# SNEmulDS 0.6 alpha now available



## archeide (Oct 9, 2007)

The preview-alpha version of SNEmulDS 0.6 is now available for all the brave testers around the world!

The GUI artworks are not ready, so you have a "naked" and not very pretty GUI, but at least, you have the multi languages support! So you can check if your language is correct.
Here is the list of available languages : Japanese (Katakana only), English, French, German, Italian, Spanish, 
Portuguese, Catalan, Polish, Dutch, Danish (those last five are made available by editing the snemul.cfg file).

Various External RAM packages can be used to improve large rom emulation : Supercard (32MB), M3 (32MB), Opera (8MB), EZ3/4/3-in-1 (8-16MB), G6 (32MB). 
There may be some problems with the external RAM library when lanching snemulds from slot2. Please tell me.

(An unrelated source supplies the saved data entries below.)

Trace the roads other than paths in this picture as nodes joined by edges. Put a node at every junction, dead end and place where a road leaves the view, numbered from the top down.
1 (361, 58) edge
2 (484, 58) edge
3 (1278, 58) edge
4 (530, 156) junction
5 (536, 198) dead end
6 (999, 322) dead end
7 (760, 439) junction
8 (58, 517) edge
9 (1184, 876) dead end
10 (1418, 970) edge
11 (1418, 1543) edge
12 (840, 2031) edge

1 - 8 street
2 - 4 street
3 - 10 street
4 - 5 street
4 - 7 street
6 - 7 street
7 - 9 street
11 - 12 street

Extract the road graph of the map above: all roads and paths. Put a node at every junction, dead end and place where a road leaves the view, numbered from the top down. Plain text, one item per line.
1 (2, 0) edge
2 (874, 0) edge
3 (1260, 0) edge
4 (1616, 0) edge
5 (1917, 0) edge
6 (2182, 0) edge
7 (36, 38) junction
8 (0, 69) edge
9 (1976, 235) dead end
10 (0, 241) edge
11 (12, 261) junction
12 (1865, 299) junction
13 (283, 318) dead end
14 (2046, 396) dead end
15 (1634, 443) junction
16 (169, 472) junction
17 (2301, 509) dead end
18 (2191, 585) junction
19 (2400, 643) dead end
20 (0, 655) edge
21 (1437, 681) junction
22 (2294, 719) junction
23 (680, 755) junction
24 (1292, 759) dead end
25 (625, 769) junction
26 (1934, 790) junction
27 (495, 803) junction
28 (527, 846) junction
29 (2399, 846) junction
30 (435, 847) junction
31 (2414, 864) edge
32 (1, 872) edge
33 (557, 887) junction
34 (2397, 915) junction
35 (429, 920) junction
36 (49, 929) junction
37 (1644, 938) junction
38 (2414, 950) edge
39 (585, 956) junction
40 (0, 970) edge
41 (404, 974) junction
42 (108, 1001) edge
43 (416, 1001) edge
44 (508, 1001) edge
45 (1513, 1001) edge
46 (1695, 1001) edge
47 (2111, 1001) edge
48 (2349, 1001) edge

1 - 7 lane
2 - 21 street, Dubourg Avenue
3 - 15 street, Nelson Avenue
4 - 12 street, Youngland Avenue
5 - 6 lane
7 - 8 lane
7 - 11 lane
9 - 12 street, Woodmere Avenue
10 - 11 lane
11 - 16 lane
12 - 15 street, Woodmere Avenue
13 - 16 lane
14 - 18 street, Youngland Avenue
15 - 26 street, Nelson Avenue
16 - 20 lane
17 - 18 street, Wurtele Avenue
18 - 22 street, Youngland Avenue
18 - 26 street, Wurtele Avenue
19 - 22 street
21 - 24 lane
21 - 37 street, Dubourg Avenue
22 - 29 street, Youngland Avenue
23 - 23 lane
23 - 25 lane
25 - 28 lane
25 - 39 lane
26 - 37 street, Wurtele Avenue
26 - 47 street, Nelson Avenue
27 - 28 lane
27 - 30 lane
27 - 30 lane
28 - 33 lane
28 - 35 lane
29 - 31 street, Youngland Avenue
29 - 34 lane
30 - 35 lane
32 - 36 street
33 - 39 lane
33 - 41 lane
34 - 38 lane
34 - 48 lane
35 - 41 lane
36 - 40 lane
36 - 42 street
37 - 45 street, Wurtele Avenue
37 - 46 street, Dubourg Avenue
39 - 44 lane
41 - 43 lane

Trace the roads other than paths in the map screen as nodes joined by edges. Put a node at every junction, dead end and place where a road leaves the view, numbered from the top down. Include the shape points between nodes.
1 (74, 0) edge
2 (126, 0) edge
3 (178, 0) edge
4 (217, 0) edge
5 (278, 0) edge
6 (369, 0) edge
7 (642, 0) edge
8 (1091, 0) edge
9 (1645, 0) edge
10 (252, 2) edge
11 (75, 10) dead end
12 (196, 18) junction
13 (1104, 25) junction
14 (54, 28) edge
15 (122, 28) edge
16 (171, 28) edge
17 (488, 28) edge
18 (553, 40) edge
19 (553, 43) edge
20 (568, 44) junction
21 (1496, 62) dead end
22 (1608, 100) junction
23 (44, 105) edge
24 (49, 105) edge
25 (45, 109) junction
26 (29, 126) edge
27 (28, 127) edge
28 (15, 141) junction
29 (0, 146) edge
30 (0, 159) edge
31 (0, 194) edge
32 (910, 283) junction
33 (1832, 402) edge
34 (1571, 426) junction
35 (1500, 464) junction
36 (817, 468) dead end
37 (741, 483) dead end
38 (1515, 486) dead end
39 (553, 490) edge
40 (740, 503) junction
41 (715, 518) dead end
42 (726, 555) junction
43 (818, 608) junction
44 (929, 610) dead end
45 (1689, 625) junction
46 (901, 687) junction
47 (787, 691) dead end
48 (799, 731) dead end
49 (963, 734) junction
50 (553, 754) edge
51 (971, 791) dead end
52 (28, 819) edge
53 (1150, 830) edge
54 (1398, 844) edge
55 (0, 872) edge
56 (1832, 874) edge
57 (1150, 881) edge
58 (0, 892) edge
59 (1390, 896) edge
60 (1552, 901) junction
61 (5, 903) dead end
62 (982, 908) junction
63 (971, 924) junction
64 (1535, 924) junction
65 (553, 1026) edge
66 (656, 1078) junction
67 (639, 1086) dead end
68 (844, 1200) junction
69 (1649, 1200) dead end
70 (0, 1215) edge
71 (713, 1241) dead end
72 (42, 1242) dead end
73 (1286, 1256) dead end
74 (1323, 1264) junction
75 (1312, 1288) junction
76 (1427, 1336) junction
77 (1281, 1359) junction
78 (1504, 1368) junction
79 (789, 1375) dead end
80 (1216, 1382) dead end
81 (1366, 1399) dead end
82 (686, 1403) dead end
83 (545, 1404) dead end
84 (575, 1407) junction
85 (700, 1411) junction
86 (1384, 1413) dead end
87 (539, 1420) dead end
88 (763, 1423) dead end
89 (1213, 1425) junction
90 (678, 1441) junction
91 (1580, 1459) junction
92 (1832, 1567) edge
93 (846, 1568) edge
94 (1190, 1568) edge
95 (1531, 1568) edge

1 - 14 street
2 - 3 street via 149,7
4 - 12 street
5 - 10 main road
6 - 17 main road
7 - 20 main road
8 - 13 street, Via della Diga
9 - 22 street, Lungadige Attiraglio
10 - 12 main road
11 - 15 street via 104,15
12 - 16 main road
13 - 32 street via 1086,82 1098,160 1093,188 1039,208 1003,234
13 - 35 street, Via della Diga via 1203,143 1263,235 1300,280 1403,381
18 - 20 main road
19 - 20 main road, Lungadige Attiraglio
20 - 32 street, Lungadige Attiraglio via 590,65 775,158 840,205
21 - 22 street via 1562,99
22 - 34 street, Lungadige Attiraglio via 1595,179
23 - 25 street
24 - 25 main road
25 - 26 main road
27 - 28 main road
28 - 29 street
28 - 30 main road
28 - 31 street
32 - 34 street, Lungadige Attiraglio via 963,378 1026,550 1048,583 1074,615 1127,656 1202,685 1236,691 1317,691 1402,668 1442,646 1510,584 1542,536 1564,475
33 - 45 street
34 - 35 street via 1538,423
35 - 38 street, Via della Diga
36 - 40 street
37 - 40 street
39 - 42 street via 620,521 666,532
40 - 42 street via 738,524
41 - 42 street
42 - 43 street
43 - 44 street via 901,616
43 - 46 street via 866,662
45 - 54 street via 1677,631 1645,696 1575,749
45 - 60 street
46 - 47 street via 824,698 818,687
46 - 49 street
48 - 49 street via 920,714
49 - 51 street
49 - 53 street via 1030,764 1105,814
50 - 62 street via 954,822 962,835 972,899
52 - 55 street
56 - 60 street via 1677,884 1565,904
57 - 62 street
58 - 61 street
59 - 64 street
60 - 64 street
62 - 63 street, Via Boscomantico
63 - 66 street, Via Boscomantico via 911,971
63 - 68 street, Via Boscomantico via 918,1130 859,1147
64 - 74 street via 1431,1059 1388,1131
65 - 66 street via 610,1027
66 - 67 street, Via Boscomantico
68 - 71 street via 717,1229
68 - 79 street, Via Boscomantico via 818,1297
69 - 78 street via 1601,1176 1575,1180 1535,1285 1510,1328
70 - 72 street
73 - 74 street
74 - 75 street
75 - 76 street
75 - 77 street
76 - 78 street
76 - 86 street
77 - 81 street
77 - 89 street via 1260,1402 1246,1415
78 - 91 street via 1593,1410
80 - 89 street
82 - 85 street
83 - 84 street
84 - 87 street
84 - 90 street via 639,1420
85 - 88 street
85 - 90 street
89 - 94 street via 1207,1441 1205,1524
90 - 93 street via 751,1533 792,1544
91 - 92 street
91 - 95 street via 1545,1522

Scaling support has three modes :
- Full screen : nearly like snezzids
- Half scaling : "smart" scaling, only reduce half the backgrounds, and doesn't squish sprites. It looks quite fine in games.
- No scaling : no scaling at all, classic SNEmulDS mode, still default

Here is the complete list of changes compated to 0.5 beta:

- New GUI using framebuffer for sub screen
- Better human interface, improved file selector (alphabetical sorted), buttons, check boxes, multi choose zones, etc.
- New GUI supports joypad (joypad is not supported when emulator is running however).
- Multi language support (more than 10 supported, including katakan japanese !)
- Memory pak support (Opera RAM, Slot 2 card reader, etc. using libram) with paging or with large ROM mapping
- Scaling with pseudo bi-linear filtering and sprites squishing : full screen scaling (like snezzids), half scaling (half scaled and without sprites squishing), and no scaling (classic snemulds mode)
- Autiomatic SRAM saving when needed
- Some other bugfixes and improvements in GUI

http://snemul.com/ds/SNEmulDSv06.zip


----------



## Sonicandtails (Oct 9, 2007)

Holy awesome. Testing now!


----------



## Feels Good Man (Oct 9, 2007)

WOW! Earthbound is perfect now (from what I have tested). Im using M3 lite as a expansion btw

EDIT - Hmmm.... I seem to be having problems on this frezzing on me D=


----------



## sirAnger (Oct 9, 2007)

YAY!


----------



## Szyslak (Oct 9, 2007)

Excellent archeide!  Thanks for all the work you put into this.


----------



## HyoImowano (Oct 9, 2007)

I LOVE BEING A TURTLE!


----------



## Lynx The Dark (Oct 9, 2007)

How are the DKC games on this? Also do the mario games from Mario all stars run fine? I'd love to play the SNES remake of the first SMB on my DS.


----------



## square (Oct 9, 2007)

I am getting a White Screen on Chrono Trigger and Cannon Fodder, suggestions?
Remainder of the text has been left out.